*** Listed entries ***

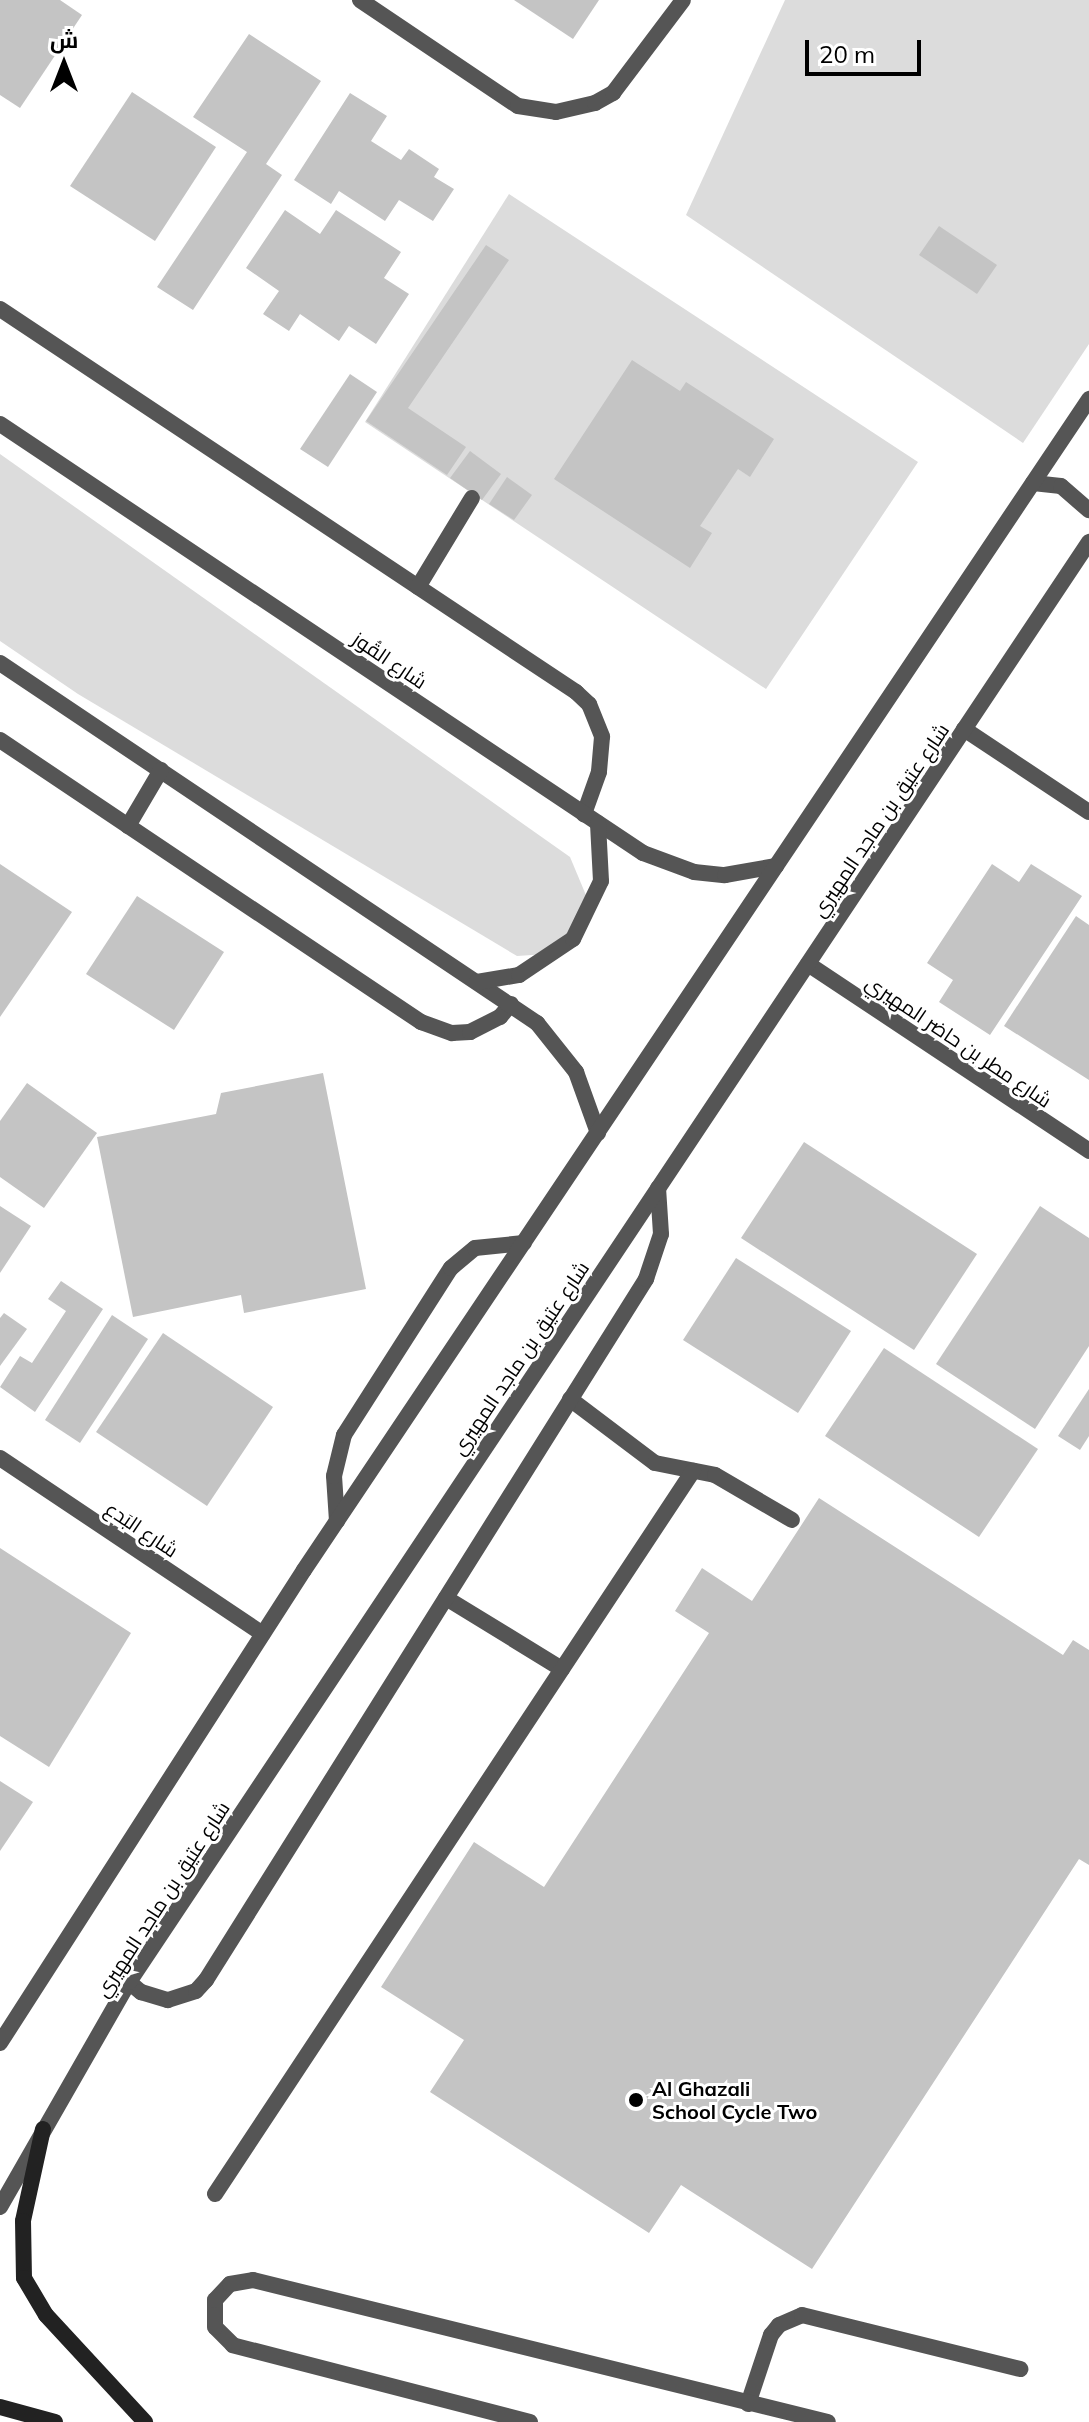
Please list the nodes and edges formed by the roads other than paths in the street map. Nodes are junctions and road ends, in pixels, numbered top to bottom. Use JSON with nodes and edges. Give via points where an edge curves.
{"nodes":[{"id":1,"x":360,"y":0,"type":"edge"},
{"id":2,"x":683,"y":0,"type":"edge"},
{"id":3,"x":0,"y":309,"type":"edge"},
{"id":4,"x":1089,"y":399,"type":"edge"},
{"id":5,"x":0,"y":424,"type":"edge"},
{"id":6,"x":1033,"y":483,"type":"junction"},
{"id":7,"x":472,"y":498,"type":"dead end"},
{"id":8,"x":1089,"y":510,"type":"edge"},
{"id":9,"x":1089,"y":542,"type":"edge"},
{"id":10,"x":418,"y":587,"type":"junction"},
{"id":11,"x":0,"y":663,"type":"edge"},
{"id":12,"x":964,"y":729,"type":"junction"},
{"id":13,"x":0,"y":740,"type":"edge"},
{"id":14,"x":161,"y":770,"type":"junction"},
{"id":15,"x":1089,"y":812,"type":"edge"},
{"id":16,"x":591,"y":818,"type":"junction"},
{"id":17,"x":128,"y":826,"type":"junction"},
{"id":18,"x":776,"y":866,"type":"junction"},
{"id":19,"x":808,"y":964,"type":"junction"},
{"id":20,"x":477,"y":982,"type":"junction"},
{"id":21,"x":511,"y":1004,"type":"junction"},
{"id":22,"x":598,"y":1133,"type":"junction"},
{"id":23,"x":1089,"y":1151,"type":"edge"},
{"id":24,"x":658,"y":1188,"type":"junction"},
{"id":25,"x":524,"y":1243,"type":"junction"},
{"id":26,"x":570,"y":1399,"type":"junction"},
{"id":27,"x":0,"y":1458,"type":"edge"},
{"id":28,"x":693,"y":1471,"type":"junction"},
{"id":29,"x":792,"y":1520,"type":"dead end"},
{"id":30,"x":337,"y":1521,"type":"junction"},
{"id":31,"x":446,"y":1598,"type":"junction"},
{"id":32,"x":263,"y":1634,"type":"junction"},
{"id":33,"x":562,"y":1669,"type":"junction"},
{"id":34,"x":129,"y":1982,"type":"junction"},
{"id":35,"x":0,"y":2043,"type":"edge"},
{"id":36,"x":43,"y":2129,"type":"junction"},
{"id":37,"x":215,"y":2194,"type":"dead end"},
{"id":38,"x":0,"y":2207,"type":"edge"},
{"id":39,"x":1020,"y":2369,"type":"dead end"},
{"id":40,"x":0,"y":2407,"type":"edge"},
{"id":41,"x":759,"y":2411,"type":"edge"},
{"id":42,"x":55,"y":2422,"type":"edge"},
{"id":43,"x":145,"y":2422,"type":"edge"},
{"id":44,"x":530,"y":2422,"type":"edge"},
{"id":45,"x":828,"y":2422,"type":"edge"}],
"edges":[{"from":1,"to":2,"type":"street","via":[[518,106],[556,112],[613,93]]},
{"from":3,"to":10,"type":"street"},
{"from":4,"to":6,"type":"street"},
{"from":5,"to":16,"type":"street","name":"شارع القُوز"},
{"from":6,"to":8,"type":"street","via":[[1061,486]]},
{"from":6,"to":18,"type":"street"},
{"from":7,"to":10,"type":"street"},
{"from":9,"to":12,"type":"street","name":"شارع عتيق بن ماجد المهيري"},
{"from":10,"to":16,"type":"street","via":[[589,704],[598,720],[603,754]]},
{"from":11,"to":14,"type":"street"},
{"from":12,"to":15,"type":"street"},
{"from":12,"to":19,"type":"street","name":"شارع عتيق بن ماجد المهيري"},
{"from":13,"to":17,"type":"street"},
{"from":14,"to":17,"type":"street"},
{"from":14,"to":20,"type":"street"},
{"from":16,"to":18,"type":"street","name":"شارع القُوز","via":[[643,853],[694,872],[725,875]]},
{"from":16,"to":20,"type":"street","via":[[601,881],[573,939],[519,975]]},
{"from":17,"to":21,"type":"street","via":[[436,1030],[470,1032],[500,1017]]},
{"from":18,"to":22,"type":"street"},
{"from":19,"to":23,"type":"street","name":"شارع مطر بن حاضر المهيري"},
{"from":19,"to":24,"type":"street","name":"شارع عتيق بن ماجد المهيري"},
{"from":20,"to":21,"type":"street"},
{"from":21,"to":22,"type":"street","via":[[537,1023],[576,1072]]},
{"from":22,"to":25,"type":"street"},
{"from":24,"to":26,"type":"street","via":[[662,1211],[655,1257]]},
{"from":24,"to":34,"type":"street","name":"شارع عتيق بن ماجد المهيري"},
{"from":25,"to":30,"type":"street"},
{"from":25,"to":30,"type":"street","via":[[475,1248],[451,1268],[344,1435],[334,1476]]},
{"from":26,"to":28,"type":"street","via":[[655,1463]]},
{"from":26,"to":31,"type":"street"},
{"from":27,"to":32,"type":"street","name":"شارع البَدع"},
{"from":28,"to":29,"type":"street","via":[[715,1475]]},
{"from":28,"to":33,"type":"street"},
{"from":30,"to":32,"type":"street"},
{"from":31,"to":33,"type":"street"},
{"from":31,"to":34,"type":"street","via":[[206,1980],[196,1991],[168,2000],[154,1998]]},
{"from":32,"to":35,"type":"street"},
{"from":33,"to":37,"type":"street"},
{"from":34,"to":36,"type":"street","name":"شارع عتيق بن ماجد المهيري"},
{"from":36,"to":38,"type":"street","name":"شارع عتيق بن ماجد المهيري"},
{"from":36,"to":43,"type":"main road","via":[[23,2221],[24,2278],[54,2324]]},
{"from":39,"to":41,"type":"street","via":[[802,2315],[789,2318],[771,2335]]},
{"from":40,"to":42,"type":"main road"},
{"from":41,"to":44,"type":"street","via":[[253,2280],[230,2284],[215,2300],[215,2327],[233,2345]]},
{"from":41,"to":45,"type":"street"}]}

***
*** Listed entries ***

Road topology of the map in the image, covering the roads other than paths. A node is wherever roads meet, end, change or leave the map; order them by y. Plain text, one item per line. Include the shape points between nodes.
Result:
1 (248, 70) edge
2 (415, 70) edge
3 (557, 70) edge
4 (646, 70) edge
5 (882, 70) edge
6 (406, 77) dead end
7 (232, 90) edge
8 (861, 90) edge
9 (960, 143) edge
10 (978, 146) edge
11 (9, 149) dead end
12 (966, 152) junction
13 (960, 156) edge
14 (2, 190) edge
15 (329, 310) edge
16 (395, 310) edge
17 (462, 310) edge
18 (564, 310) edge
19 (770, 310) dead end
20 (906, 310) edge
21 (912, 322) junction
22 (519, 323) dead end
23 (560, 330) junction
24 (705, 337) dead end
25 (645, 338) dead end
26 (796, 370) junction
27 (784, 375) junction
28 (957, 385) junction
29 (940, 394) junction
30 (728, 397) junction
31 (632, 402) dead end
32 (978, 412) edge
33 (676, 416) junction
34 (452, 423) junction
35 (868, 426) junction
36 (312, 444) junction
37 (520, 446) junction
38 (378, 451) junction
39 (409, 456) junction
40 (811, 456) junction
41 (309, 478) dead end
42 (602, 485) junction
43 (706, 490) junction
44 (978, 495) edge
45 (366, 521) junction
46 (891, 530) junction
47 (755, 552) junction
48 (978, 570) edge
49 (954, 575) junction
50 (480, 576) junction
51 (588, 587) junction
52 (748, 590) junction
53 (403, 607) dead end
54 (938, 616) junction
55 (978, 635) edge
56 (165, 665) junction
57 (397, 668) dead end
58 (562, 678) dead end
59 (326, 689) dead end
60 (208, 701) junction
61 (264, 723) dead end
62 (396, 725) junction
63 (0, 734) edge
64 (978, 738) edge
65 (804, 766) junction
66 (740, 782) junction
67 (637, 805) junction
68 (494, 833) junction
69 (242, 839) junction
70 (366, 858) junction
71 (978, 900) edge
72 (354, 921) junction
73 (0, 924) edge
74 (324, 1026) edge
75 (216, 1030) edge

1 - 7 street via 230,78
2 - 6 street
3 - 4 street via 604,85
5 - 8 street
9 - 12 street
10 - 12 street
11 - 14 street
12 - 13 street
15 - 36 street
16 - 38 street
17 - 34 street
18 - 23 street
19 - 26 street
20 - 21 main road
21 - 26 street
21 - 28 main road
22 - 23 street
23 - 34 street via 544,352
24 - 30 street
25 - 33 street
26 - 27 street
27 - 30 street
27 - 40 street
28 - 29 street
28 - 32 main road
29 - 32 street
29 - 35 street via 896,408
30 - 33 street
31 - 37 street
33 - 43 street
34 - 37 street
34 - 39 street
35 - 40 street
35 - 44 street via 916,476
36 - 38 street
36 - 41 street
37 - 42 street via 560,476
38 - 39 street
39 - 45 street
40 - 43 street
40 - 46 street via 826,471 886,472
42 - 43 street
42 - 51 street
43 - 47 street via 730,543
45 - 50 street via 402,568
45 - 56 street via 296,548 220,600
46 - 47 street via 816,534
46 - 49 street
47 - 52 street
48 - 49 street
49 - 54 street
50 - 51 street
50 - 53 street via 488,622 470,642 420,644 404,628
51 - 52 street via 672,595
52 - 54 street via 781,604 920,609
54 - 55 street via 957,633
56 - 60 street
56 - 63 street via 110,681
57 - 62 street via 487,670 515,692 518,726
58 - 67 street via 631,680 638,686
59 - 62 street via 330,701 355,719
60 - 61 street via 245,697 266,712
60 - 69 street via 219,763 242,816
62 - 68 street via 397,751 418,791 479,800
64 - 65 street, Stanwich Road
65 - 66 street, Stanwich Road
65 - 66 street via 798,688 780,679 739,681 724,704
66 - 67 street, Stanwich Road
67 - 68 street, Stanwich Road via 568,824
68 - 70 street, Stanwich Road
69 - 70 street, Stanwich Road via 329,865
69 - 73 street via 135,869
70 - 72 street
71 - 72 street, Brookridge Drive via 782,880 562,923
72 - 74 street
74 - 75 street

***
*** Listed entries ***

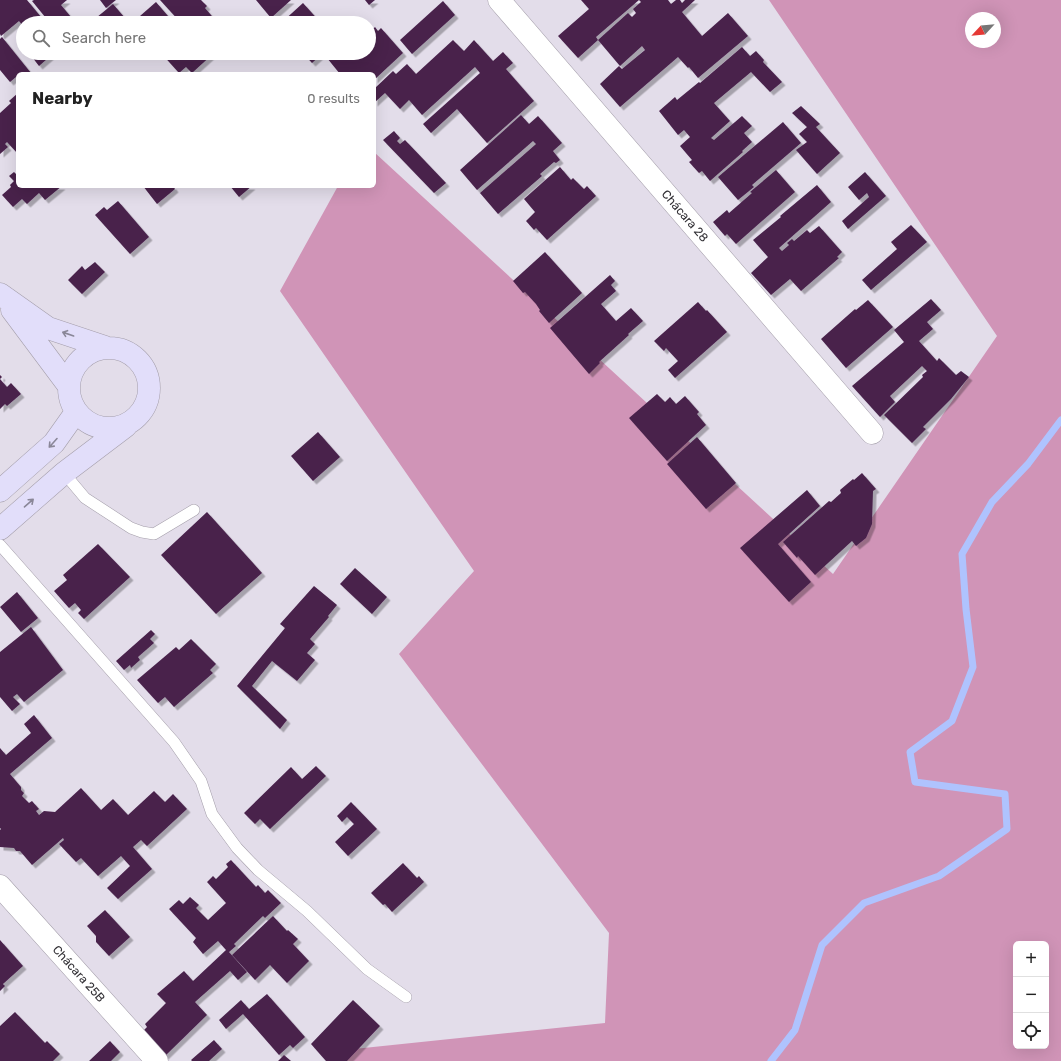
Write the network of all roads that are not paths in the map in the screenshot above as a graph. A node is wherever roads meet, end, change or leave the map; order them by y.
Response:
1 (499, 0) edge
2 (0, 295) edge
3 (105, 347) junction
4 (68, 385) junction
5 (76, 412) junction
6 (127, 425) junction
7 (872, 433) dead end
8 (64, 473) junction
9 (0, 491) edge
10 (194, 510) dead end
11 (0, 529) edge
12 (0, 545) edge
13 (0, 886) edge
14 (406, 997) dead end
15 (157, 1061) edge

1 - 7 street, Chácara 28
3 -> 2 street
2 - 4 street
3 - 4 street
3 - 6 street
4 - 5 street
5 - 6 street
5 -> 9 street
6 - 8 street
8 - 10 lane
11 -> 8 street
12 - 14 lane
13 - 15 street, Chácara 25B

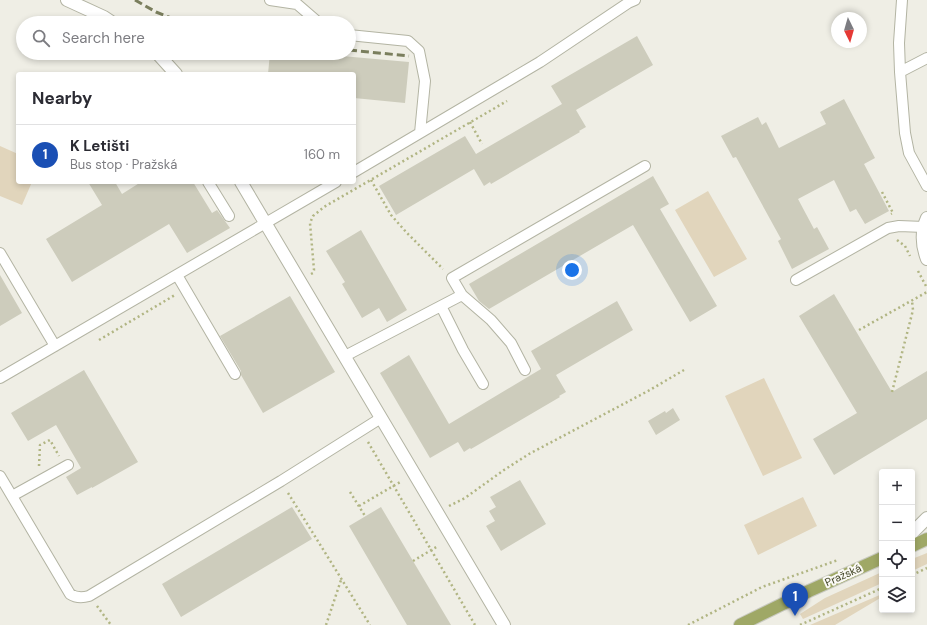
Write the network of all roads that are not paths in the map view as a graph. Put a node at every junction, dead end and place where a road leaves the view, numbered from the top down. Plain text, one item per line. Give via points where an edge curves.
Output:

***

• _Task item_:
Go over the listing above and return each line with "graph".

• _Your solution_:
Write the network of all roads that are not paths in the map in the screenshot above as a graph. A node is wherever roads meet, end, change or leave the map; order them by y.
Write the network of all roads that are not paths in the map view as a graph. Put a node at every junction, dead end and place where a road leaves the view, numbered from the top down. Plain text, one item per line. Give via points where an edge curves.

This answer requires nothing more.